Well, I’m not dead. Or in prison. Or divorced. All things that I would have sworn would have happened by now had I kept on drinking. If you’ve followed along with my blog over the years, sparse as it has been, you’ll know that I went from a period of despair to one where I actually look forward to tomorrow.
I started a new job almost seven years ago and that has revitalized me. When the youngest went off to college, we packed up and moved away from Chicago – right before covid – and landed near the beach. Good Lord, if anybody needs a pick-me-up, packing up from Chicago and heading to the beach is sure to be just the thing.
My kids are doing so well, I’m bursting with pride. My daughter graduated from college 2 1/2 years ago with a 4.0 and is now half-way through dental school. My son will graduate as a Civil Engineer in December, 6 months early. Yeah, I’m bragging on my kids a bit – I should, I’m very proud of them. I do sometimes wonder how they would have turned out if I hadn’t stopped drinking? Knowing that the end was quickly approaching (read one of my earlier posts about that bright light coming at me – I knew the train was headed my way), I wouldn’t have been here for my kids. And losing their dad to prison or death when they were early teens? Yeah, that would have screwed them up. Kind of like what happened to me about a million years ago.

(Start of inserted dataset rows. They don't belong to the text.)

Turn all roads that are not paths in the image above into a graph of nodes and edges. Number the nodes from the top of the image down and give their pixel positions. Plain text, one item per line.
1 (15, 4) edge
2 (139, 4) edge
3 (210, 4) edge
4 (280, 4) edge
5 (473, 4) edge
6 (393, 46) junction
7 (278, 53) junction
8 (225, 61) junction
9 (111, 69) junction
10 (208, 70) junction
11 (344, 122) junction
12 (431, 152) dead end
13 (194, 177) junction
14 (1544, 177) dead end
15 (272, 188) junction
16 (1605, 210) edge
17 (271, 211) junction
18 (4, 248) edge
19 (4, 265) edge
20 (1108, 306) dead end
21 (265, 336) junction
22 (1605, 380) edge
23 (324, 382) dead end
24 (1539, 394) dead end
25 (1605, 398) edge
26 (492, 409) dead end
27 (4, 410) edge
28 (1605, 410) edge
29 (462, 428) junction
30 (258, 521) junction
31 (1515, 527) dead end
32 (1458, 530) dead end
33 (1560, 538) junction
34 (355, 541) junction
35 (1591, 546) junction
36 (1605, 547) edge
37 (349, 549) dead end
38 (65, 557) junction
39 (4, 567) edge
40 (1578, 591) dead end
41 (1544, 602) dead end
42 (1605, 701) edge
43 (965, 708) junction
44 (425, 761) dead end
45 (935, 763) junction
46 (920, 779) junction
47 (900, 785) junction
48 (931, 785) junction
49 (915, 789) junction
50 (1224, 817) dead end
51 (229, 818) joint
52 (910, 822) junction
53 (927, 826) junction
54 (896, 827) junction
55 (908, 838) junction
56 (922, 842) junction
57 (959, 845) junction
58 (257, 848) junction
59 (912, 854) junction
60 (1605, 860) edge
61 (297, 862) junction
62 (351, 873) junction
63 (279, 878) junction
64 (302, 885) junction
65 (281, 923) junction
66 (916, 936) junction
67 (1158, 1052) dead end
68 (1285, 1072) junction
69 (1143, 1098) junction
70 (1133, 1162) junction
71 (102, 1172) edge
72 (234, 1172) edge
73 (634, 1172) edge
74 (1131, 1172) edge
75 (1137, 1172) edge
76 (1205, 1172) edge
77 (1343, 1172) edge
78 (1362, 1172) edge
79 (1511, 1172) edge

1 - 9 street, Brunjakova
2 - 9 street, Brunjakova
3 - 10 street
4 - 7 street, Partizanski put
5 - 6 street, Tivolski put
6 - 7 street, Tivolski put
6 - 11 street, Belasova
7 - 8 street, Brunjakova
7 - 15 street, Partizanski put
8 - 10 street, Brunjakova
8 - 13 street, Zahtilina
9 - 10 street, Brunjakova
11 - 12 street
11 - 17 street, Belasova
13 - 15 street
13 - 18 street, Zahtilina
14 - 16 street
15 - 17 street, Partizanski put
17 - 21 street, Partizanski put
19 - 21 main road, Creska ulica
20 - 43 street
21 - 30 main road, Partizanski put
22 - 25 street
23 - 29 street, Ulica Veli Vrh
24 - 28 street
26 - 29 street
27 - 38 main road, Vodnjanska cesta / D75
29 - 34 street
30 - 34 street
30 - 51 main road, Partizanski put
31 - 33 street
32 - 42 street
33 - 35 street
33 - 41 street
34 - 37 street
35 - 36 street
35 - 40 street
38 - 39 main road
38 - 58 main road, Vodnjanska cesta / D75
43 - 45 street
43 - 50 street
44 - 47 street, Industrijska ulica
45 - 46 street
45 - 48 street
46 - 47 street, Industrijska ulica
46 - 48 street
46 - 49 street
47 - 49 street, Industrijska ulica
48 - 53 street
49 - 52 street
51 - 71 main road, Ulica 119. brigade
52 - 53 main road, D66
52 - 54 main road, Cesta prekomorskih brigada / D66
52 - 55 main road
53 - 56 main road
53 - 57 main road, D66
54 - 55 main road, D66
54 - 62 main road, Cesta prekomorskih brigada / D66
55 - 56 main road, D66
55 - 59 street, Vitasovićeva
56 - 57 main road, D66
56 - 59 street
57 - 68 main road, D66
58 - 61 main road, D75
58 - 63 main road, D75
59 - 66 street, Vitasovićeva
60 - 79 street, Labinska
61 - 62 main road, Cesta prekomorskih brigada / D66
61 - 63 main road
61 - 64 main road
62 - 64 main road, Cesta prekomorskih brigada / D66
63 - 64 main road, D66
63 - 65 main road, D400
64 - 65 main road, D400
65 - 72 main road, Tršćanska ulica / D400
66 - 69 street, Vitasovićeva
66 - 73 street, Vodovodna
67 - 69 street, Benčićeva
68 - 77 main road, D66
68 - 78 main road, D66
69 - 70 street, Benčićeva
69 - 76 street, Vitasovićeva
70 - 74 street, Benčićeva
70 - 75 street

Once I had a year or two of sobriety under my belt, I really wondered what was my purpose in life. I decided that I wanted to be there for my kids – to help them get a great start in life. I’m so thankful that I was able to put down the bottle and do just that. And my kids, my wife, my family – and, hell, my whole life is all the better for it.

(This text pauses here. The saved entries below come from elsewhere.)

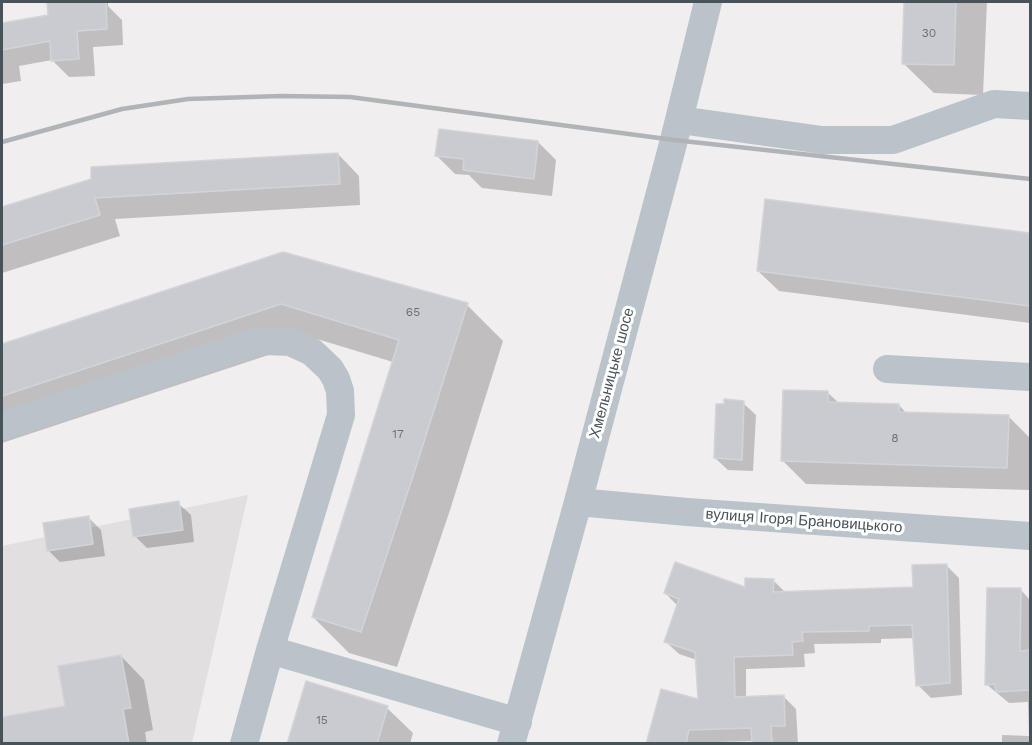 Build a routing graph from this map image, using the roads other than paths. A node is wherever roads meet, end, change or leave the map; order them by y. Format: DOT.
graph roads {
  1 [pos="708,2"];
  2 [pos="1030,106"];
  3 [pos="680,120"];
  4 [pos="887,369"];
  5 [pos="1030,377"];
  6 [pos="2,426"];
  7 [pos="578,502"];
  8 [pos="1030,536"];
  9 [pos="270,650"];
  10 [pos="514,733"];
  11 [pos="244,744"];
  1 -- 3 [label="street, Хмельницьке шосе"];
  2 -- 3 [label="street"];
  3 -- 7 [label="street, Хмельницьке шосе"];
  4 -- 5 [label="street"];
  6 -- 9 [label="street"];
  7 -- 8 [label="street, вулиця Ігоря Брановицького"];
  7 -- 10 [label="street, Хмельницьке шосе"];
  9 -- 10 [label="street"];
  9 -- 11 [label="street"];
} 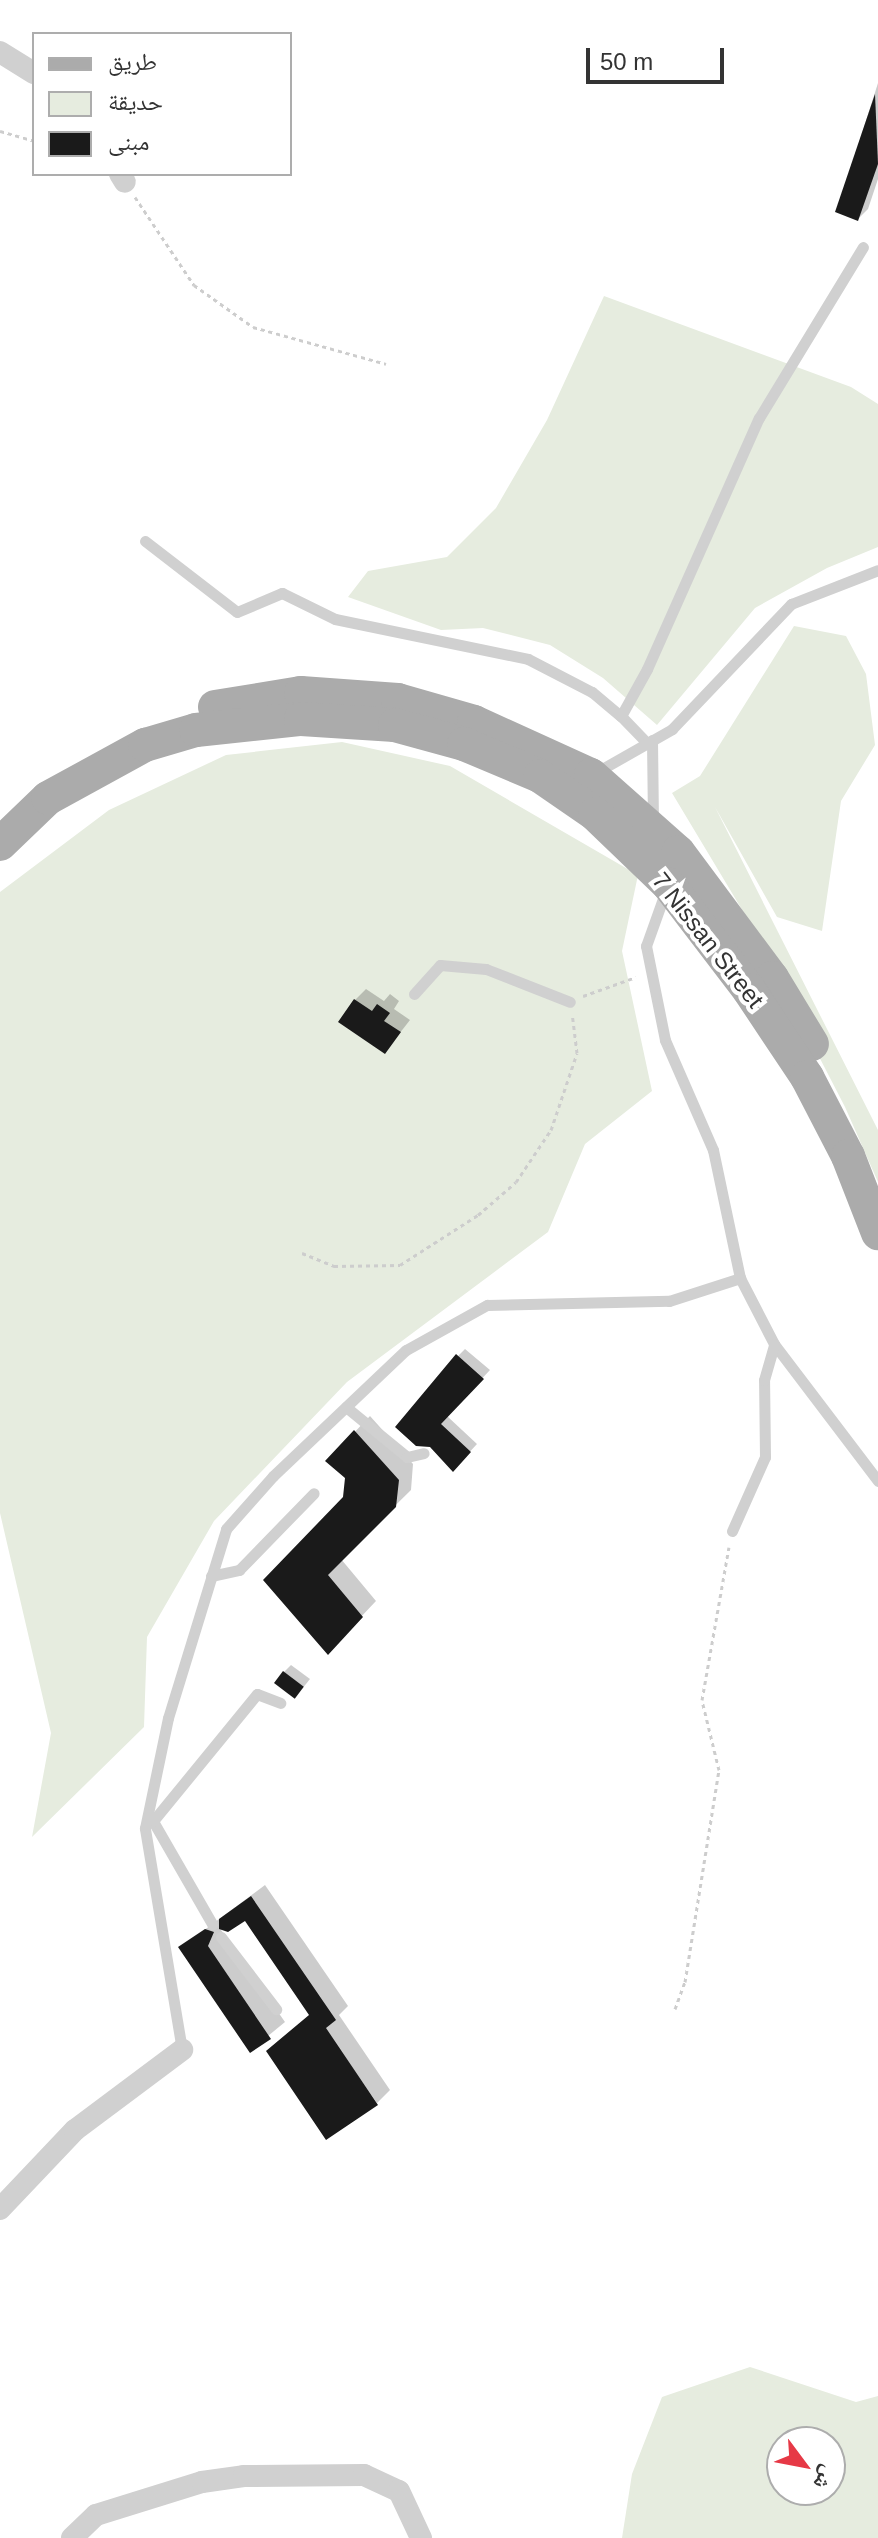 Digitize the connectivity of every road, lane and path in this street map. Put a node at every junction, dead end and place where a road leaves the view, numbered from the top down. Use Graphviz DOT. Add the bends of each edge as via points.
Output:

So, here I am living at the beach. I’m still working, but I’m not working myself to death. I try to enjoy the beach a few times a month, and I definitely go and enjoy all the great amenities that they have here in South Carolina.

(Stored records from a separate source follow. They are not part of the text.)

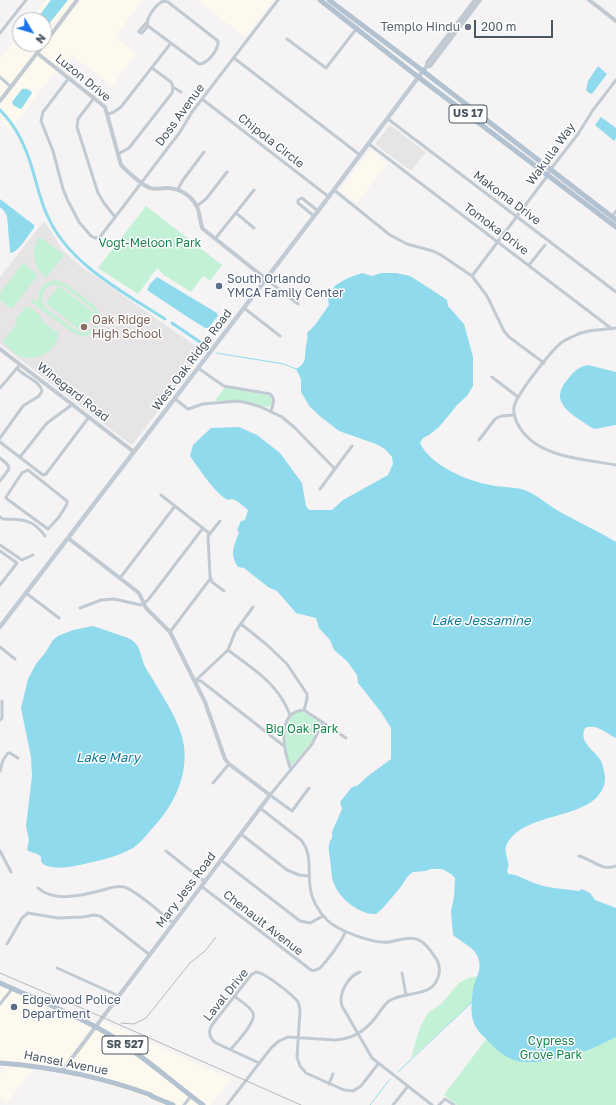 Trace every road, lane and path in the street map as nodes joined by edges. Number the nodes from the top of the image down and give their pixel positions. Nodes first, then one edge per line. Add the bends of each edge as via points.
1 (26, 0) edge
2 (77, 0) edge
3 (278, 0) edge
4 (320, 0) edge
5 (329, 0) edge
6 (475, 0) edge
7 (479, 0) edge
8 (589, 0) edge
9 (616, 21) edge
10 (357, 28) junction
11 (0, 33) edge
12 (52, 33) edge
13 (287, 39) dead end
14 (171, 43) junction
15 (37, 53) joint
16 (234, 58) junction
17 (152, 68) junction
18 (425, 68) junction
19 (0, 77) edge
20 (418, 77) junction
21 (69, 78) junction
22 (616, 80) edge
23 (10, 87) junction
24 (173, 87) junction
25 (181, 92) dead end
26 (94, 98) junction
27 (202, 99) junction
28 (0, 101) edge
29 (108, 114) junction
30 (388, 119) junction
31 (369, 144) junction
32 (204, 152) dead end
33 (118, 154) junction
34 (360, 155) junction
35 (227, 172) dead end
36 (549, 172) junction
37 (141, 182) junction
38 (178, 189) junction
39 (254, 190) dead end
40 (334, 190) junction
41 (329, 197) junction
42 (197, 206) junction
43 (318, 211) junction
44 (616, 212) edge
45 (236, 213) junction
46 (314, 216) junction
47 (115, 217) junction
48 (517, 217) junction
49 (614, 221) edge
50 (616, 227) edge
51 (254, 228) dead end
52 (215, 239) junction
53 (498, 242) junction
54 (545, 245) dead end
55 (529, 265) junction
56 (472, 276) junction
57 (266, 279) junction
58 (616, 292) edge
59 (298, 304) dead end
60 (244, 308) junction
61 (616, 328) edge
62 (612, 329) junction
63 (280, 336) dead end
64 (0, 348) edge
65 (544, 363) junction
66 (20, 364) junction
67 (17, 368) junction
68 (198, 368) junction
69 (492, 378) dead end
70 (0, 388) edge
71 (518, 397) junction
72 (174, 399) junction
73 (72, 404) junction
74 (271, 411) junction
75 (514, 415) junction
76 (89, 417) junction
77 (0, 438) edge
78 (479, 440) dead end
79 (0, 442) edge
80 (352, 446) dead end
81 (134, 452) junction
82 (20, 457) junction
83 (0, 458) edge
84 (616, 465) edge
85 (335, 469) junction
86 (0, 481) edge
87 (15, 482) joint
88 (320, 489) dead end
89 (161, 495) dead end
90 (175, 506) junction
91 (0, 517) edge
92 (220, 520) dead end
93 (203, 528) junction
94 (210, 533) junction
95 (44, 536) dead end
96 (68, 538) junction
97 (0, 545) edge
98 (0, 551) edge
99 (33, 554) dead end
100 (120, 578) junction
101 (210, 579) junction
102 (0, 585) edge
103 (224, 591) dead end
104 (26, 593) junction
105 (144, 604) junction
106 (252, 607) dead end
107 (80, 608) dead end
108 (59, 618) dead end
109 (241, 624) junction
110 (0, 627) edge
111 (170, 632) junction
112 (0, 647) edge
113 (228, 650) junction
114 (15, 659) dead end
115 (195, 681) junction
116 (2, 701) dead end
117 (304, 710) junction
118 (290, 715) junction
119 (0, 720) edge
120 (323, 722) junction
121 (346, 738) dead end
122 (284, 746) junction
123 (18, 758) dead end
124 (229, 764) junction
125 (291, 770) junction
126 (0, 771) edge
127 (213, 783) dead end
128 (309, 788) dead end
129 (270, 795) junction
130 (260, 808) junction
131 (241, 834) junction
132 (0, 851) edge
133 (166, 851) dead end
134 (580, 856) dead end
135 (221, 860) junction
136 (616, 866) edge
137 (11, 872) dead end
138 (309, 876) junction
139 (205, 882) junction
140 (201, 886) junction
141 (38, 888) dead end
142 (323, 916) junction
143 (173, 923) junction
144 (345, 932) junction
145 (7, 944) dead end
146 (150, 955) junction
147 (57, 968) dead end
148 (360, 972) dead end
149 (402, 972) dead end
150 (0, 983) edge
151 (12, 989) junction
152 (406, 995) junction
153 (119, 996) junction
154 (234, 996) junction
155 (0, 1004) edge
156 (96, 1027) junction
157 (357, 1034) junction
158 (298, 1037) junction
159 (231, 1049) junction
160 (0, 1063) edge
161 (259, 1063) junction
162 (378, 1064) junction
163 (63, 1070) junction
164 (333, 1074) dead end
165 (329, 1084) junction
166 (408, 1086) junction
167 (191, 1096) junction
168 (173, 1105) edge
169 (184, 1105) edge
170 (203, 1105) edge
171 (227, 1105) edge
172 (394, 1105) edge
173 (432, 1105) edge
174 (439, 1105) edge
175 (454, 1105) edge

1 - 11 street
2 - 12 street
3 - 16 street, Doss Avenue
4 - 10 main road, US 17
5 - 18 main road, US 17
6 - 18 street, West Oak Ridge Road
7 - 18 street, West Oak Ridge Road via 430,66
8 - 9 street
10 - 13 street via 326,68
10 - 20 main road, US 17
14 - 14 street via 148,24 160,3 166,1 218,41 217,48 206,62 199,64
14 - 17 street
15 - 21 street, Luzon Drive
15 - 23 street
16 - 27 street, Doss Avenue
16 - 34 street
17 - 24 street via 171,82
17 - 29 street via 121,107
18 - 20 main road, West Oak Ridge Road
18 - 36 main road, US 17
19 - 23 street
20 - 30 main road, West Oak Ridge Road
20 - 36 main road, US 17
21 - 26 street, Luzon Drive
21 - 47 street, Doss Avenue via 43,112 41,121 53,151 63,189 80,222 91,236 100,237
22 - 36 street, Wakulla Way
23 - 28 street
24 - 25 street
24 - 33 street via 172,93 128,148
26 - 29 street, Luzon Drive via 105,107
26 - 47 street via 78,119 77,127 98,193
27 - 37 street, Doss Avenue
27 - 41 street, Chipola Circle
29 - 33 street, Luzon Drive
30 - 31 main road, West Oak Ridge Road
30 - 48 street, Makoma Drive
31 - 34 main road, West Oak Ridge Road
31 - 53 street, Tomoka Drive
32 - 38 street
33 - 37 street, Luzon Drive via 121,165
34 - 40 main road, West Oak Ridge Road
35 - 42 street via 206,199
36 - 48 street, Wakulla Way
36 - 49 main road, US 17
37 - 38 street, Luzon Drive via 150,188
37 - 47 street, Doss Avenue
38 - 42 street via 190,197
39 - 45 street
40 - 41 main road, West Oak Ridge Road
40 - 56 street via 394,238 441,255
41 - 43 main road, West Oak Ridge Road
42 - 52 street via 200,224
43 - 46 main road, West Oak Ridge Road
43 - 46 street via 302,198 298,200 298,203
44 - 49 street
45 - 51 street
45 - 52 street
46 - 57 main road, West Oak Ridge Road
48 - 53 street, Wakulla Way
48 - 58 street, Makoma Drive
49 - 50 main road, US 17
52 - 57 street
53 - 55 street, Tomoka Drive
53 - 56 street, Wakulla Way
54 - 55 street
55 - 62 street, Tomoka Drive
56 - 65 street via 487,296 504,331
57 - 59 street
57 - 60 main road, West Oak Ridge Road
60 - 63 street
60 - 68 main road, West Oak Ridge Road
61 - 62 street
62 - 65 street via 583,332 573,336 560,344
64 - 66 street, Winegard Road
65 - 71 street
66 - 67 street
66 - 73 street, Winegard Road
67 - 70 street
67 - 77 street via 41,386 42,391 39,396 22,406
68 - 72 main road, West Oak Ridge Road
68 - 74 street via 224,386 270,394 274,400
69 - 71 street
71 - 75 street
72 - 74 street via 188,408 237,401
72 - 81 main road, West Oak Ridge Road
73 - 76 street, Winegard Road
73 - 82 street via 48,423
74 - 85 street via 294,426
75 - 78 street via 495,419
75 - 84 street via 523,431 536,444 546,449 561,455
76 - 81 street, Winegard Road
76 - 82 street via 46,474 43,475
79 - 82 street
80 - 85 street
81 - 96 main road, West Oak Ridge Road
83 - 86 street via 9,468
85 - 88 street
87 - 87 street via 7,499 49,528 67,501 28,470
89 - 90 street
90 - 93 street
90 - 100 street
91 - 95 street via 3,520 27,520
92 - 94 street
93 - 94 street
93 - 105 street
94 - 101 street
96 - 100 street
96 - 104 main road, West Oak Ridge Road
97 - 99 street via 22,560
98 - 102 street via 17,564
100 - 105 street via 139,593
101 - 103 street
101 - 111 street
104 - 108 street
104 - 110 main road, West Oak Ridge Road
105 - 107 street via 114,599 101,600
105 - 111 street
106 - 109 street
109 - 113 street
109 - 117 street via 287,664 307,694
111 - 115 street
112 - 114 street
113 - 115 street
113 - 118 street via 277,690
115 - 122 street via 202,681
115 - 124 street via 222,753
116 - 119 street
117 - 118 street via 297,710
117 - 120 street
118 - 122 street via 285,728
120 - 121 street
120 - 125 street, Mary Jess Road via 312,744
122 - 125 street
123 - 126 street via 8,753
124 - 127 street
124 - 129 street
125 - 129 street, Mary Jess Road
128 - 129 street via 292,811
129 - 130 street, Mary Jess Road
130 - 131 street, Mary Jess Road
130 - 138 street via 305,845 309,856
131 - 135 street, Mary Jess Road
131 - 138 street via 287,870
132 - 137 street
133 - 139 street
134 - 136 street via 601,867
135 - 139 street, Mary Jess Road
135 - 142 street via 300,921 310,923
138 - 142 street via 312,895
139 - 140 street, Mary Jess Road
140 - 143 street, Mary Jess Road
140 - 144 street, Chenault Avenue via 308,969 320,968
141 - 143 street via 48,894 66,896 123,886
142 - 144 street via 333,926
143 - 146 street, Mary Jess Road
144 - 152 street via 378,942 411,938 423,942 438,961 438,979 428,990
145 - 146 street via 22,918 28,913 58,918 94,915 100,916
146 - 153 street, Mary Jess Road
147 - 153 street
148 - 157 street via 346,985 340,997
149 - 152 street
150 - 151 main road, SR 527
151 - 155 street
151 - 156 main road, SR 527
152 - 157 street via 388,1002 368,1026
153 - 156 street, Mary Jess Road
154 - 158 street, Laval Drive via 251,975 262,972 294,997 299,1004
154 - 159 street via 254,1015 252,1022
154 - 159 street, Laval Drive via 209,1031 213,1041
156 - 163 street, Mary Jess Road
156 - 167 main road, SR 527 via 124,1044
157 - 158 street via 335,1040
157 - 162 street via 368,1054
158 - 161 street via 288,1037 279,1041
158 - 165 street via 297,1057 300,1066 309,1075
159 - 161 street, Laval Drive
160 - 163 main road, Hansel Avenue
161 - 171 street
162 - 165 street via 361,1086 353,1091
162 - 166 street
163 - 168 main road, Hansel Avenue via 105,1080
164 - 165 street
166 - 172 street
166 - 173 street
167 - 169 street
167 - 170 main road, SR 527
174 - 175 street via 445,1099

I attend local meetings of AA here at the beach, which is kind of fun as you always see new people. Folks that are visiting, folks that are recently sober, and folks that have stories just like mine. That’s probably the most important take-away (for me) from this program – I’m not all that unique. Sure, I thought I was hot shit, that I was different from everybody else, that I had good reasons to drink. Ha! Funny, we’re all pretty much alike when you get right down to it.
I did hear some sad news today, though. My older sister is in the ICU and is not expected to make it through the week. Her story is pretty much my story – except it took her awhile to hit rock bottom. While she did eventually become sober, the toll on her was too much and she wrecked her body and now – at 59 – is on the way out. I’m sad for her, I’m sad for her family, I’m sad for her kids. But… that’s pretty much what happens if you keep drinking.
While I’ve had this website for 12+ years, and admittedly do a poor job of updating it, I do – from time to time – share the URL with folks and offer to tell my story in their own time. I recently met a young lady at a meeting locally where I shared the web address. And just this morning, my other sister asked me how I was able to stop? Apparently she has a friend with an adult son traveling the same road that we all traveled. I gave her the web address and, maybe, that guy will see enough in my story to know that it doesn’t have to end in misery. Good luck! And go to a meeting!